▸ Task to carry out
Every record below is to be retyped exactly.
- - - -
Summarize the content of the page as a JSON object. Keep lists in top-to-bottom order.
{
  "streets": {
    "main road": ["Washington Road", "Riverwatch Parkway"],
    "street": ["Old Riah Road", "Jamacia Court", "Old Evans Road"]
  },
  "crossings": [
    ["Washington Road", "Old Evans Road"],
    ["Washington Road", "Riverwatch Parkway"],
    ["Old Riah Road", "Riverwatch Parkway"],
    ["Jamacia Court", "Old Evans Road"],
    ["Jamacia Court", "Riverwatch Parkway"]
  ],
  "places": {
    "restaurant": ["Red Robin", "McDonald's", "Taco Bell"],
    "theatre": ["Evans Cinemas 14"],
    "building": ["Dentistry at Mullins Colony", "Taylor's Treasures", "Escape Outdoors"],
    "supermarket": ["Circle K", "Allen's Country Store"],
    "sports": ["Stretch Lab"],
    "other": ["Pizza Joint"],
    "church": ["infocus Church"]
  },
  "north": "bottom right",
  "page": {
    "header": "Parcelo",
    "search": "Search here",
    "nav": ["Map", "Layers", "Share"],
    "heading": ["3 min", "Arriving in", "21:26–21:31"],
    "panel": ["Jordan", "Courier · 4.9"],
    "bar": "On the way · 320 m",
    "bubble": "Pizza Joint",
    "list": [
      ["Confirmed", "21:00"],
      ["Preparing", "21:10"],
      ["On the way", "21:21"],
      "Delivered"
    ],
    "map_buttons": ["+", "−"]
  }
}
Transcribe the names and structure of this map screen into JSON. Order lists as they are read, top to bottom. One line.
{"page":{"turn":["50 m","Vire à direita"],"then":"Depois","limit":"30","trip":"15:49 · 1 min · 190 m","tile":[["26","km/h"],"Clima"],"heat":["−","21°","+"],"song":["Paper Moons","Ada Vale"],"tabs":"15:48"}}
- - - -
▸ Task output
Summarize the content of the page as a JSON object. Keep lists in top-to-bottom order.
{
  "streets": {
    "main road": ["Washington Road", "Riverwatch Parkway"],
    "street": ["Old Riah Road", "Jamacia Court", "Old Evans Road"]
  },
  "crossings": [
    ["Washington Road", "Old Evans Road"],
    ["Washington Road", "Riverwatch Parkway"],
    ["Old Riah Road", "Riverwatch Parkway"],
    ["Jamacia Court", "Old Evans Road"],
    ["Jamacia Court", "Riverwatch Parkway"]
  ],
  "places": {
    "restaurant": ["Red Robin", "McDonald's", "Taco Bell"],
    "theatre": ["Evans Cinemas 14"],
    "building": ["Dentistry at Mullins Colony", "Taylor's Treasures", "Escape Outdoors"],
    "supermarket": ["Circle K", "Allen's Country Store"],
    "sports": ["Stretch Lab"],
    "other": ["Pizza Joint"],
    "church": ["infocus Church"]
  },
  "north": "bottom right",
  "page": {
    "header": "Parcelo",
    "search": "Search here",
    "nav": ["Map", "Layers", "Share"],
    "heading": ["3 min", "Arriving in", "21:26–21:31"],
    "panel": ["Jordan", "Courier · 4.9"],
    "bar": "On the way · 320 m",
    "bubble": "Pizza Joint",
    "list": [
      ["Confirmed", "21:00"],
      ["Preparing", "21:10"],
      ["On the way", "21:21"],
      "Delivered"
    ],
    "map_buttons": ["+", "−"]
  }
}
Transcribe the names and structure of this map screen into JSON. Order lists as they are read, top to bottom. One line.
{"page":{"turn":["50 m","Vire à direita"],"then":"Depois","limit":"30","trip":"15:49 · 1 min · 190 m","tile":[["26","km/h"],"Clima"],"heat":["−","21°","+"],"song":["Paper Moons","Ada Vale"],"tabs":"15:48"}}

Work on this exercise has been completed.